One Table to Remember It All
| Problem | Derivation start | Hash usage | Time | Key / pitfall |
|---|---|---|---|---|
| LC 242 | sort → switch to counting | char-count comparison | O(n) | Unicode → use a map |
| LC 49 | from 242 → count as key | canonical-key grouping | O(n·k) | count key beats sort key |
| LC 271 | delimiters break → length prefix | string encoding design | O(total) | grab by length, not delimiter |
| LC 560 | window fails (negatives) → prefix sum | prefix-sum count map | O(n) | count[0]=1; count before insert |
| LC 128 | sorting too slow → HashSet | set membership + boundary expand | O(n) | only expand from a start |
Pattern-Recognition Cheats
- "anagram / character counts" → a count table.
- "group / categorize" → ask "what key do members of a group share?"
- "serialize strings that may contain any character" → length-prefix encoding, not a delimiter.

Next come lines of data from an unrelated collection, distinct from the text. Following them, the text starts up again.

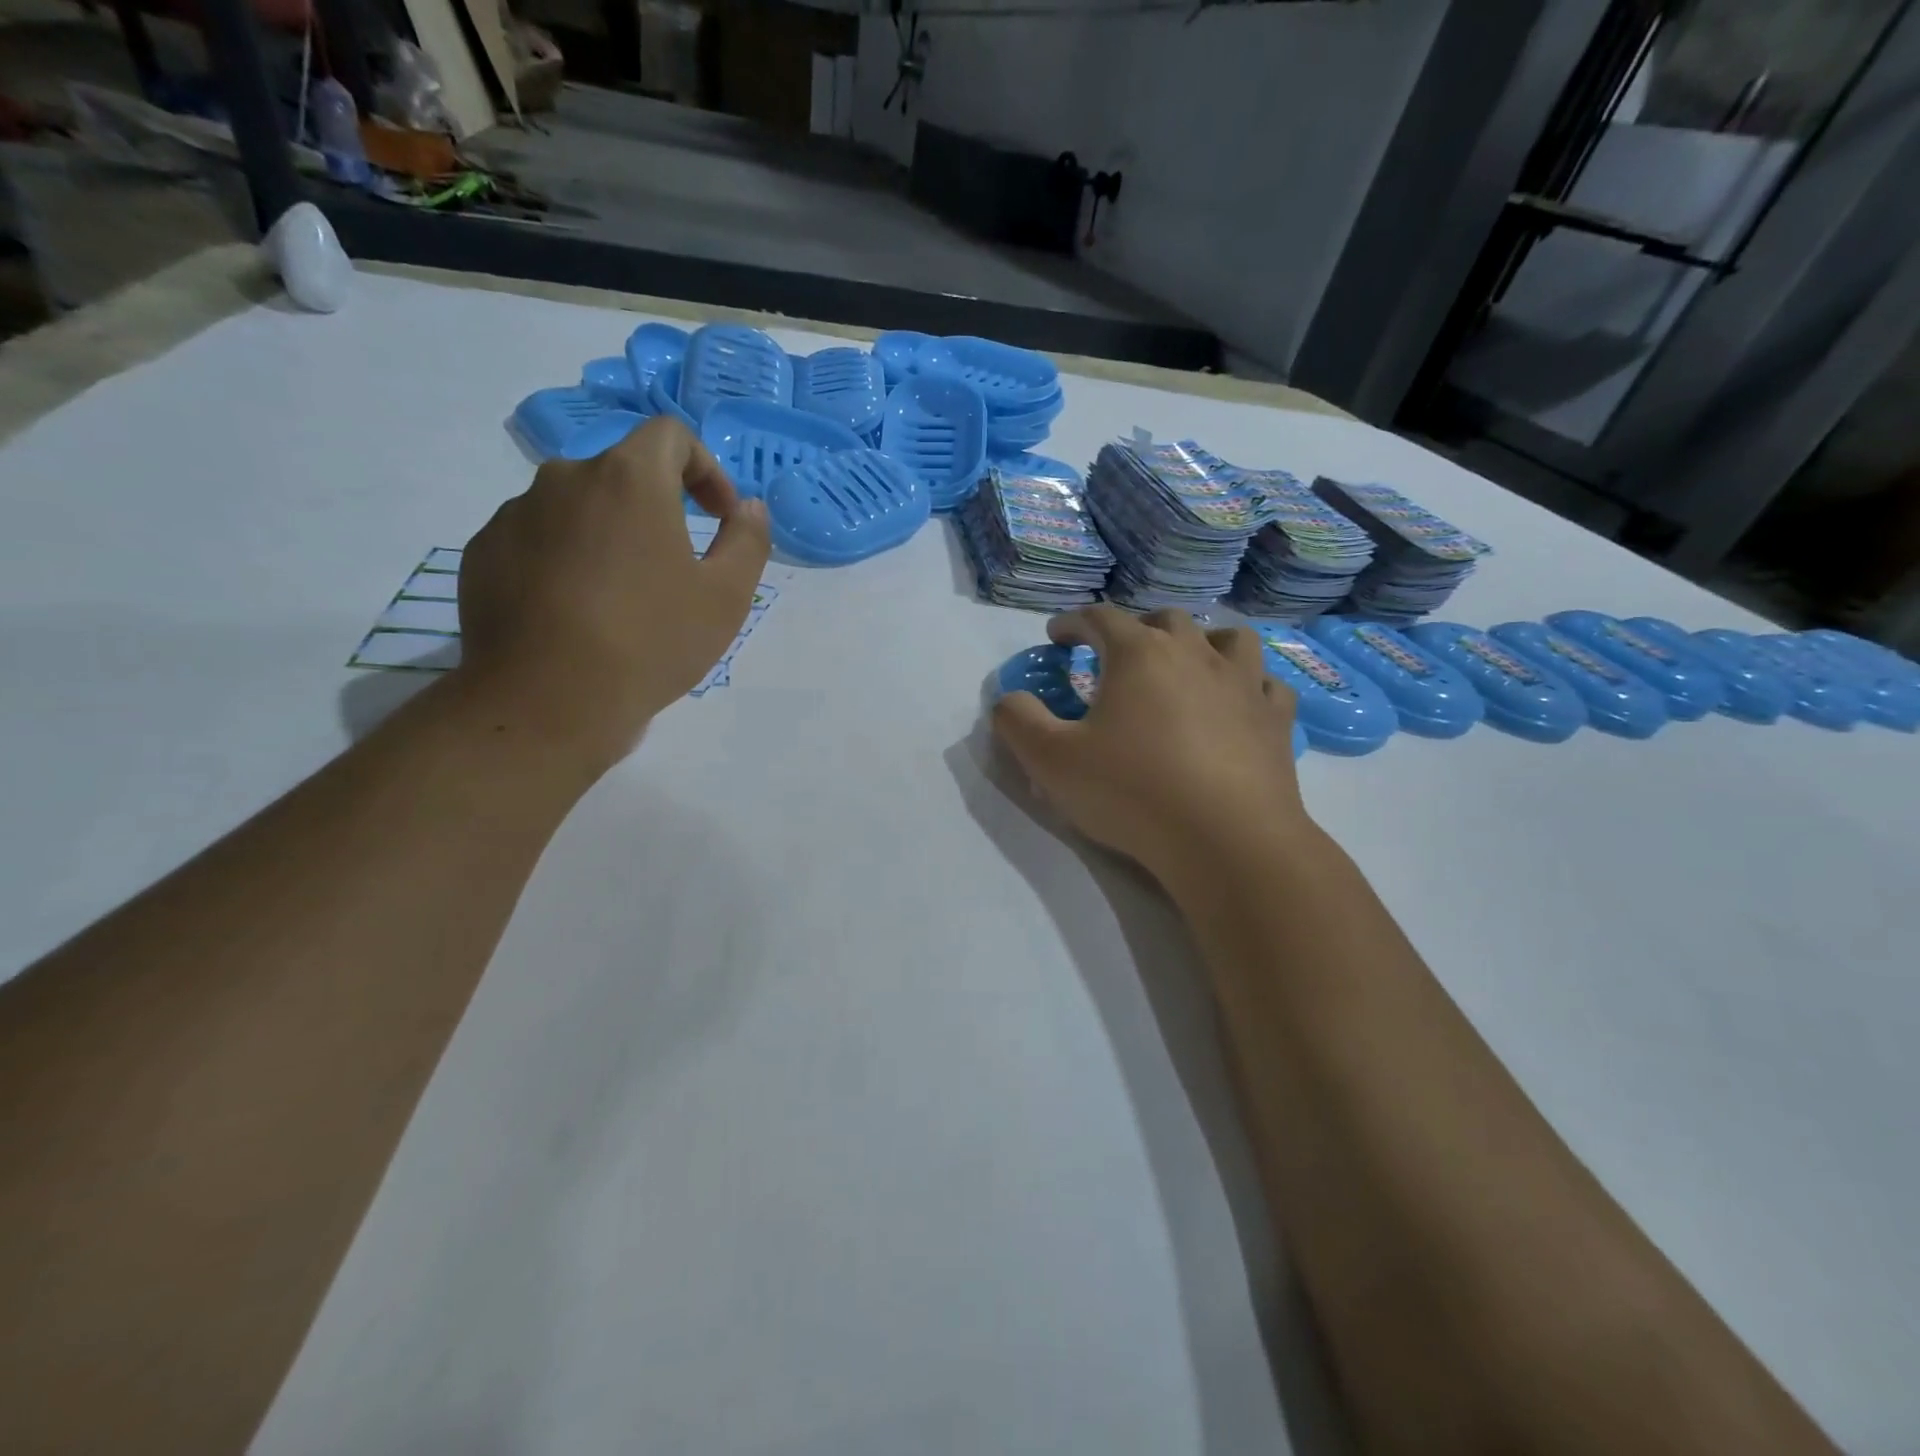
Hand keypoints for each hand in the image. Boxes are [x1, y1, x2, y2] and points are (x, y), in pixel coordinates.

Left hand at [455, 418, 770, 775]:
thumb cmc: (651, 641)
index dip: (705, 468)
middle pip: (622, 474)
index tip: (719, 516)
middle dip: (657, 508)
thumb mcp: (726, 597)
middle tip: (676, 567)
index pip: (671, 435)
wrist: (547, 702)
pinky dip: (566, 560)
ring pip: (577, 508)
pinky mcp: (483, 553)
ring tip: (623, 597)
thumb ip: (748, 540)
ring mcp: (515, 515)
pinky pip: (538, 540)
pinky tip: (578, 613)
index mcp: (629, 479)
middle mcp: (565, 479)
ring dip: (609, 535)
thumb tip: (749, 508)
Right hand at [991, 606, 1307, 886]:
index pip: (1099, 618)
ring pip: (1228, 639)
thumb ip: (1018, 722)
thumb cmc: (1132, 792)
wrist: (1226, 840)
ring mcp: (1244, 683)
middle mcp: (1195, 653)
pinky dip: (1248, 685)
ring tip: (1188, 665)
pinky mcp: (1276, 720)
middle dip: (1135, 629)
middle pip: (1164, 620)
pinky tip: (1238, 703)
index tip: (1057, 635)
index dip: (1073, 622)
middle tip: (1118, 655)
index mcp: (1139, 654)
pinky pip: (1266, 684)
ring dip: (1203, 642)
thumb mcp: (1051, 761)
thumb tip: (1009, 699)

- "contiguous subarray summing to k" with possible negatives → prefix sum + hashing (not sliding window).
- "longest consecutive, in O(n)" → HashSet + expand only from starts.
The essence of hashing problems isn't "use a map" — it's choosing the right key: a count, a prefix sum, a canonical string. Nail the key and the problem is half solved.